As to some of the other defendants, however, the court held that the key documents were in conflict, paving the way for the admission of extrinsic evidence to clear up the ambiguities:
The Court concludes that there was not an intention to release [the other defendants]. The Disclosure Statement shows that the parties intended for avoidance actions arising from the [LBO] to be preserved for the Trust. There is no dispute that the Complaint filed by the Trustee asserts “Avoidance Actions arising out of or related to” the LBO. Accordingly, the Court finds that [the other defendants] are not Released Parties under the Plan.

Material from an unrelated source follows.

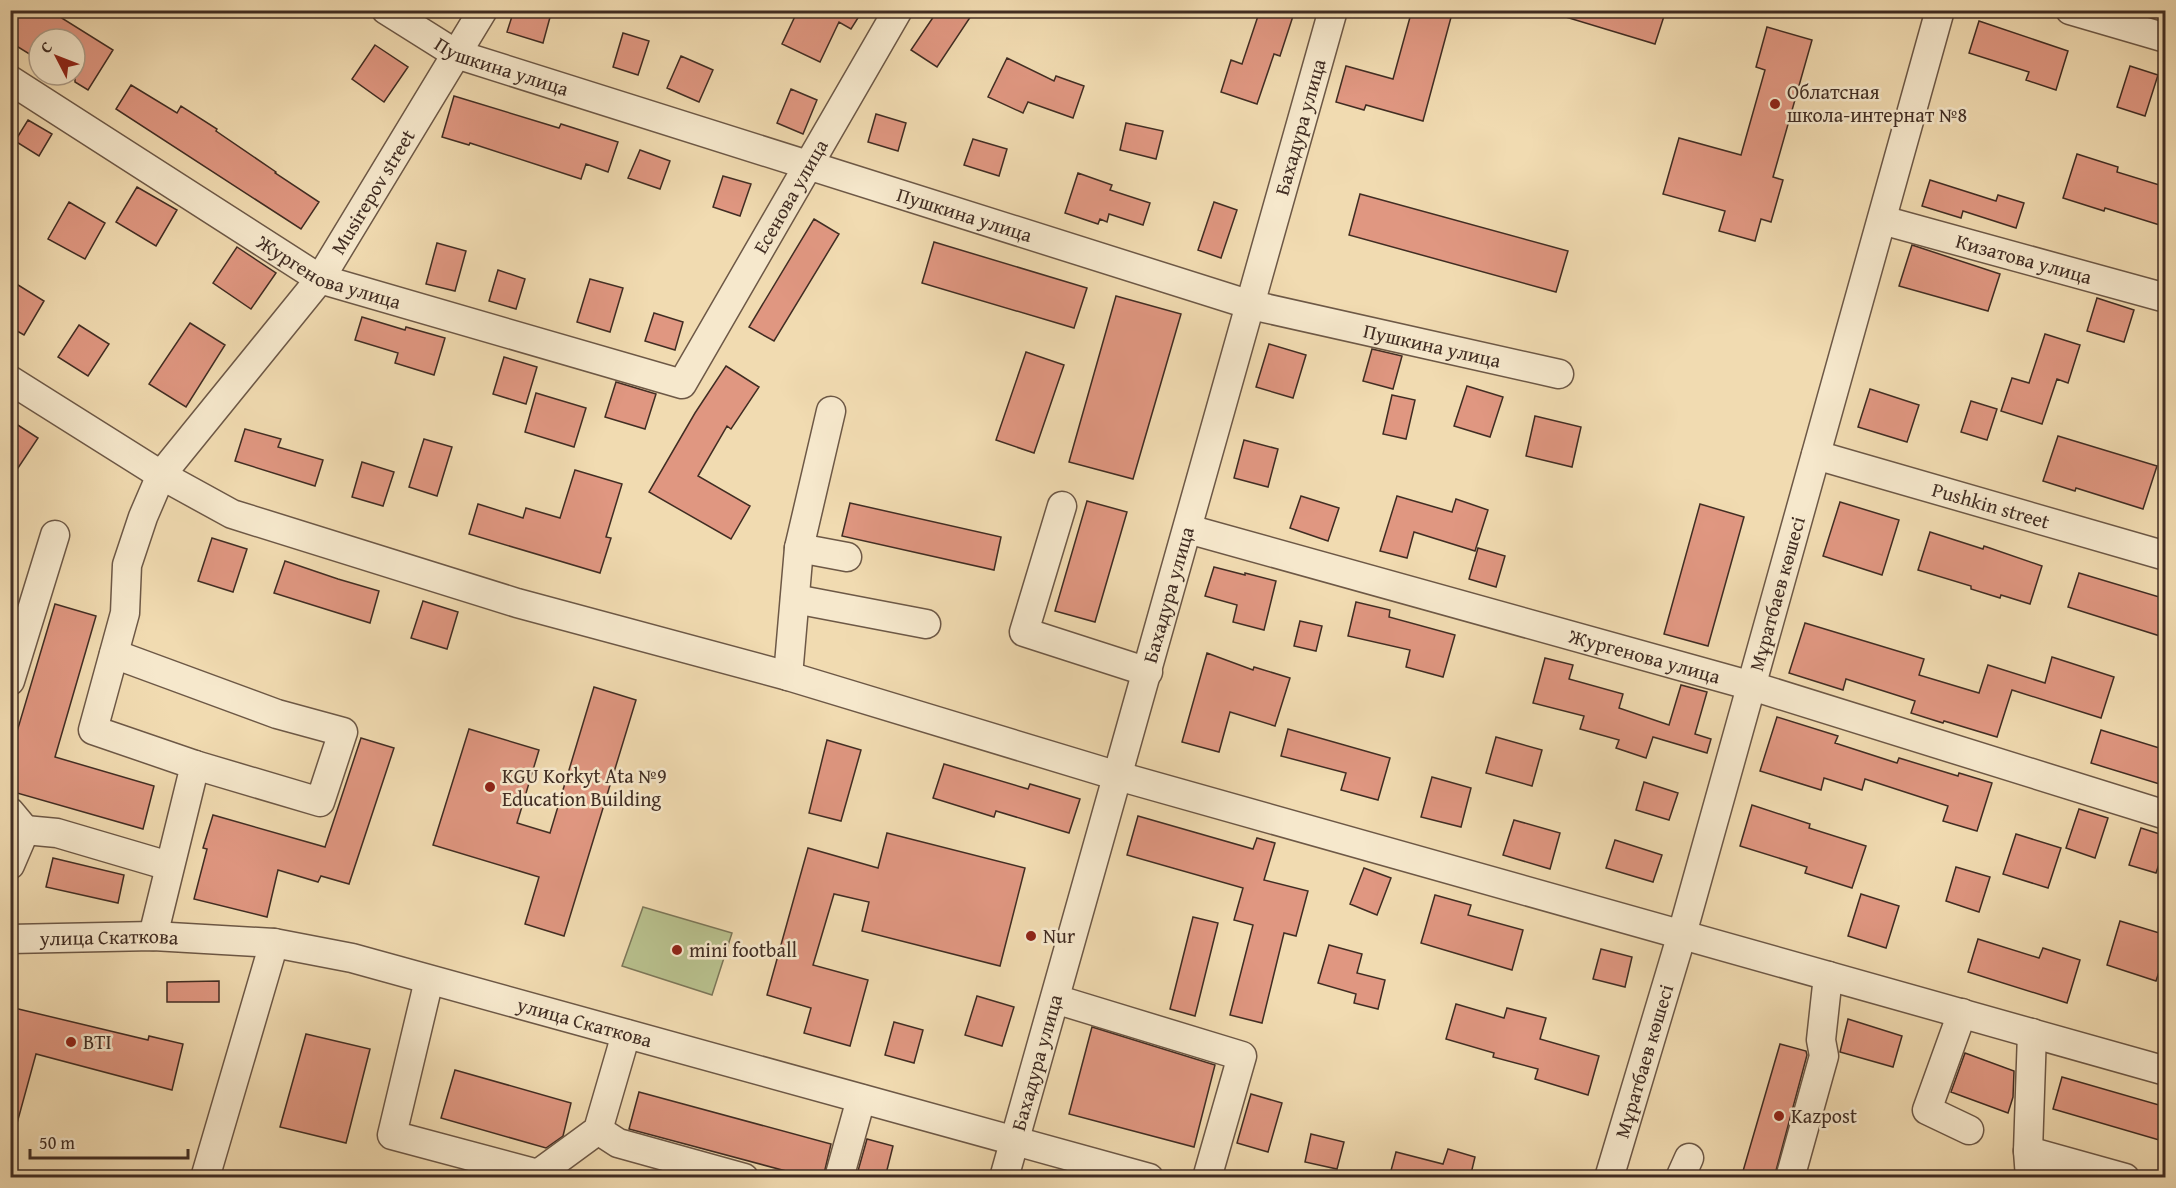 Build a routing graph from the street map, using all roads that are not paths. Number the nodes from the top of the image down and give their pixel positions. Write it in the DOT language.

AUTHOR’S COMMENT: How did this happen? A multibillion-dollar LBO prosecution crippled by an inadvertently-overbroad release? We will never know for sure, but this looks suspiciously like too many cooks spoiling the broth. There were so many parties involved in drafting the release that no one took ownership of the project.
To continue with the cooking metaphor, this was not a case of too many cooks each adding too many ingredients. Instead, this appears to be a case where none of the cooks added any garlic or any salt, thinking that someone else had already done so. The problem, then, is not one of drafting per se; it is one of managing the collaborative process. This is not a skill that we teach in law school. Perhaps we should.
From a drafting perspective, the court’s solution appears to be sound, at least in hindsight: if specific parties are to be carved out from the scope of the release, those carveouts should be explicit.
These materials were written by Dan Schechter, Professor Emeritus, Loyola Law School, Los Angeles, for his Commercial Finance Newsletter, published weekly on Westlaw. Westlaw holds the copyright on these materials and has permitted the Insolvency Law Committee to reprint them.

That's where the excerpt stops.